(Saved entries)
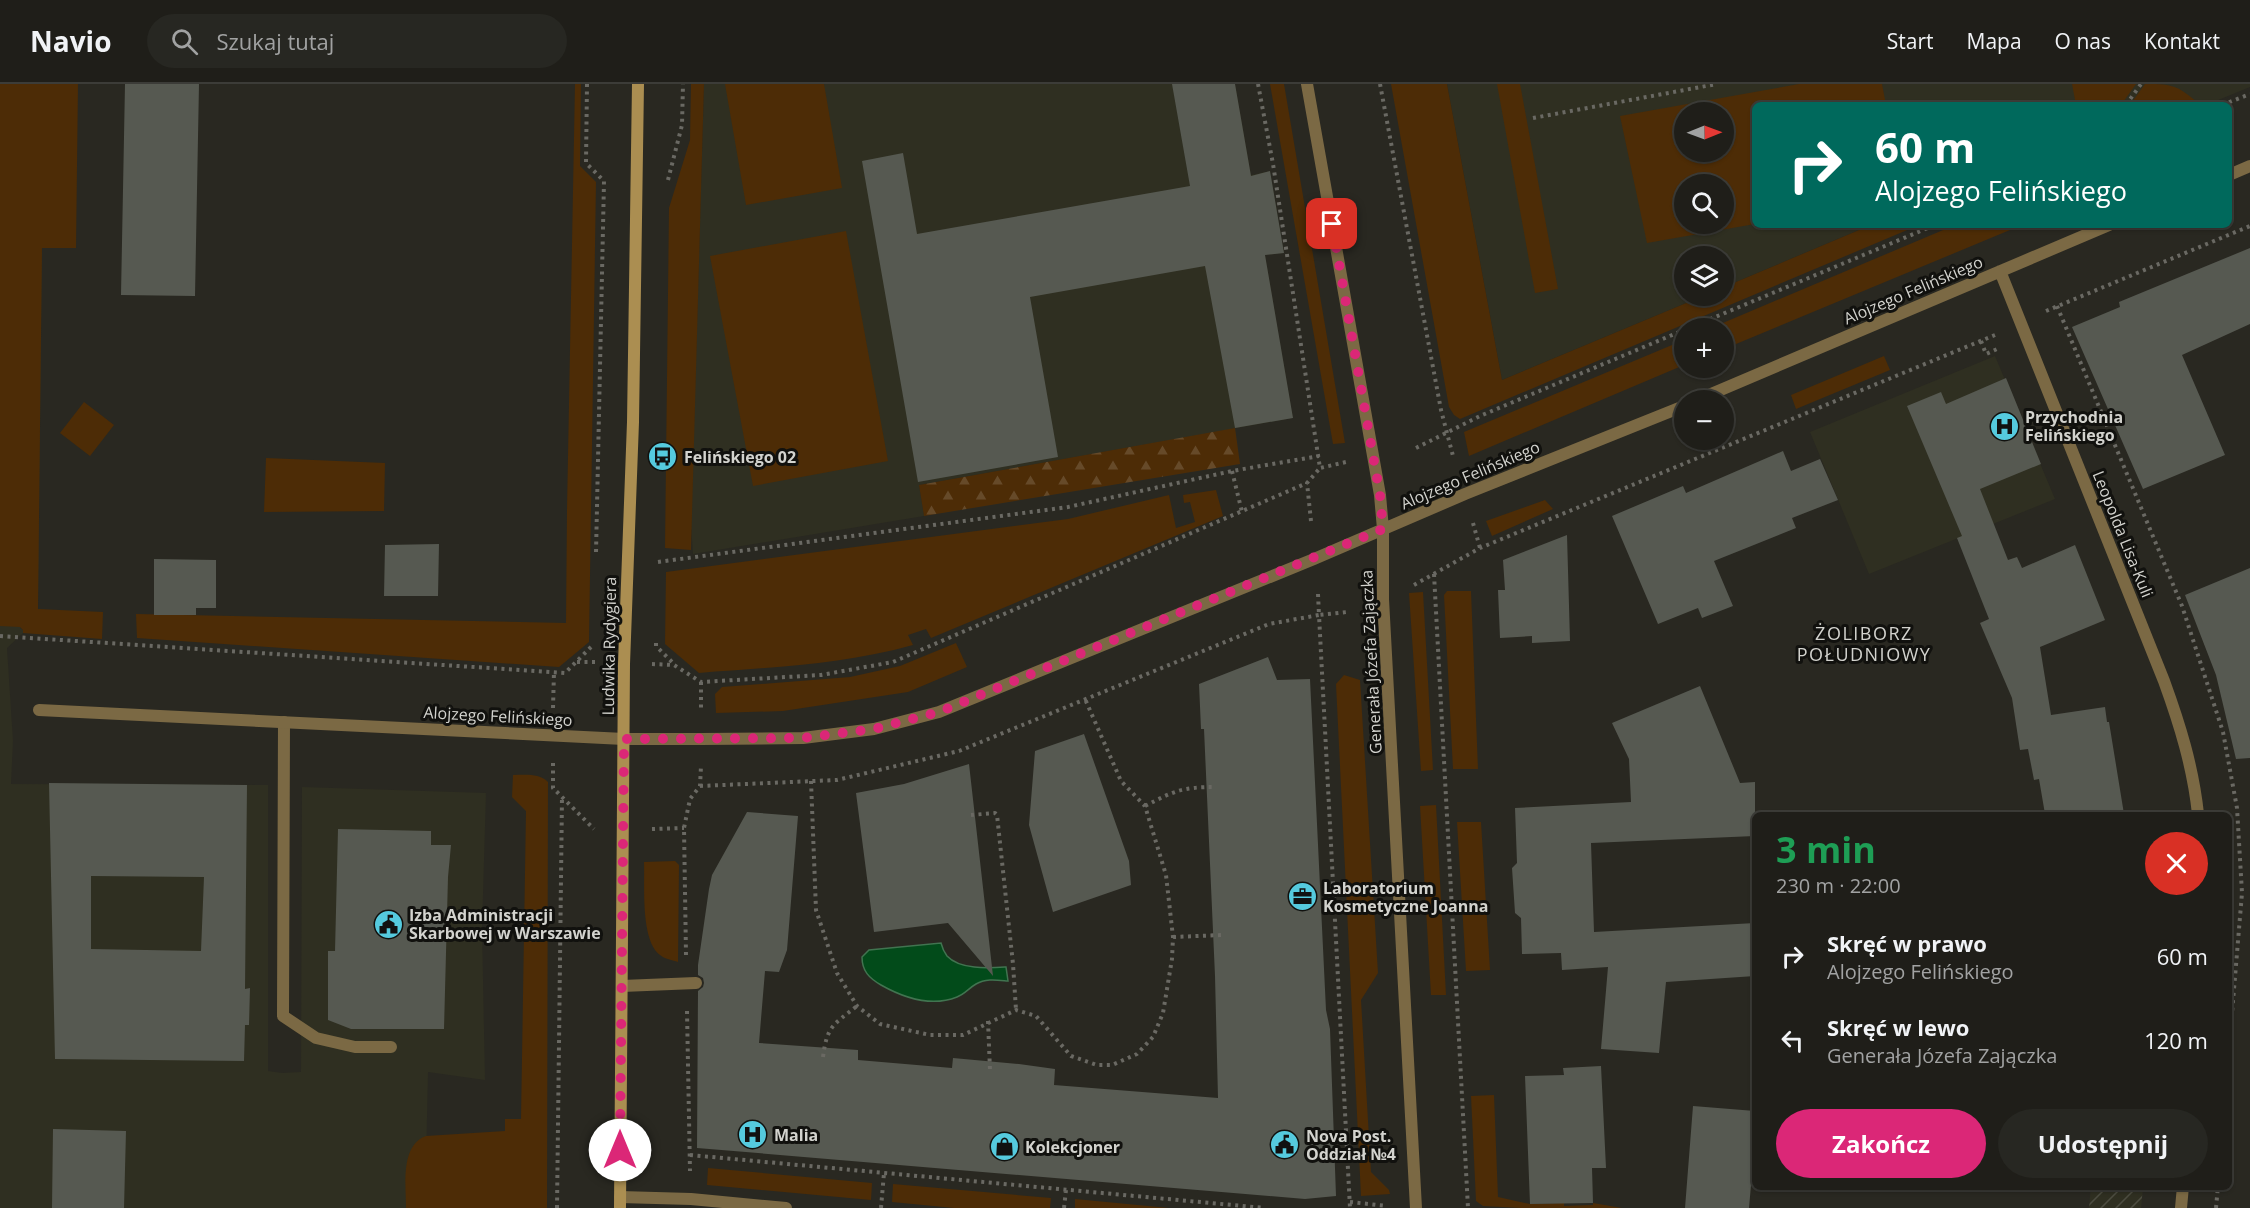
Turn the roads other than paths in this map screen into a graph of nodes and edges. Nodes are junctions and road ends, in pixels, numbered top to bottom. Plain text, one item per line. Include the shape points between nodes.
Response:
1 (638, 84) edge
2 (1307, 84) edge
3 (2250, 166) edge
4 (2232, 174) edge
5 (2102, 228) edge
6 (2000, 271) junction
7 (1720, 390) edge
8 (1674, 410) edge
9 (1383, 529) junction
10 (39, 710) dead end
11 (284, 722) junction
12 (624, 739) junction
13 (2198, 812) edge
14 (691, 984) road end
15 (622, 986) junction
16 (391, 1047) dead end
17 (2183, 1190) edge
18 (620, 1203) edge
19 (786, 1208) edge
20 (1416, 1208) edge
21 (2181, 1208) edge

1 - 12 street, Ludwika Rydygiera
2 - 9 street, Generała Józefa Zajączka via 1376,466
3 - 4 street
5 - 6 street, Alojzego Felińskiego
6 - 7 street, Alojzego Felińskiego
6 - 13 street, Leopolda Lisa-Kuli via 2172,701 2194,778
8 - 9 street, Alojzego Felińskiego
9 - 12 street, Alojzego Felińskiego via 939,712 874,729 803,738
9 - 20 street, Generała Józefa Zajączka via 1383,599
10 - 11 street, Alojzego Felińskiego
11 - 12 street, Alojzego Felińskiego
11 - 16 street via 283,1016 316,1038 355,1047
12 - 15 street, Ludwika Rydygiera
14 - 15 street
15 - 18 street, Ludwika Rydygiera
17 - 21 street
18 - 19 street via 691,1199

- TASK DIRECTIONS -
Exactly as written, give every entry again, but not the pictures.

- RESPONSE TO THE EXERCISE -
Turn the roads other than paths in this map screen into a graph of nodes and edges. Nodes are junctions and road ends, in pixels, numbered top to bottom. Plain text, one item per line. Include the shape points between nodes.
Response:
1 (638, 84) edge
2 (1307, 84) edge
3 (2250, 166) edge
4 (2232, 174) edge
5 (2102, 228) edge
6 (2000, 271) junction
7 (1720, 390) edge
8 (1674, 410) edge
9 (1383, 529) junction
10 (39, 710) dead end
11 (284, 722) junction
12 (624, 739) junction
13 (2198, 812) edge
14 (691, 984) road end
15 (622, 986) junction
16 (391, 1047) dead end
17 (2183, 1190) edge
18 (620, 1203) edge
19 (786, 1208) edge
20 (1416, 1208) edge
21 (2181, 1208) edge

1 - 12 street, Ludwika Rydygiera
2 - 9 street, Generała Józefa Zajączka via 1376,466
3 - 4 street
5 - 6 street, Alojzego Felińskiego
6 - 7 street, Alojzego Felińskiego
6 - 13 street, Leopolda Lisa-Kuli via 2172,701 2194,778
8 - 9 street, Alojzego Felińskiego
9 - 12 street, Alojzego Felińskiego via 939,712 874,729 803,738
9 - 20 street, Generała Józefa Zajączka via 1383,599
10 - 11 street, Alojzego Felińskiego
11 - 12 street, Alojzego Felińskiego
11 - 16 street via 283,1016 316,1038 355,1047
12 - 15 street, Ludwika Rydygiera
14 - 15 street
15 - 18 street, Ludwika Rydygiera
17 - 21 street
18 - 19 street via 691,1199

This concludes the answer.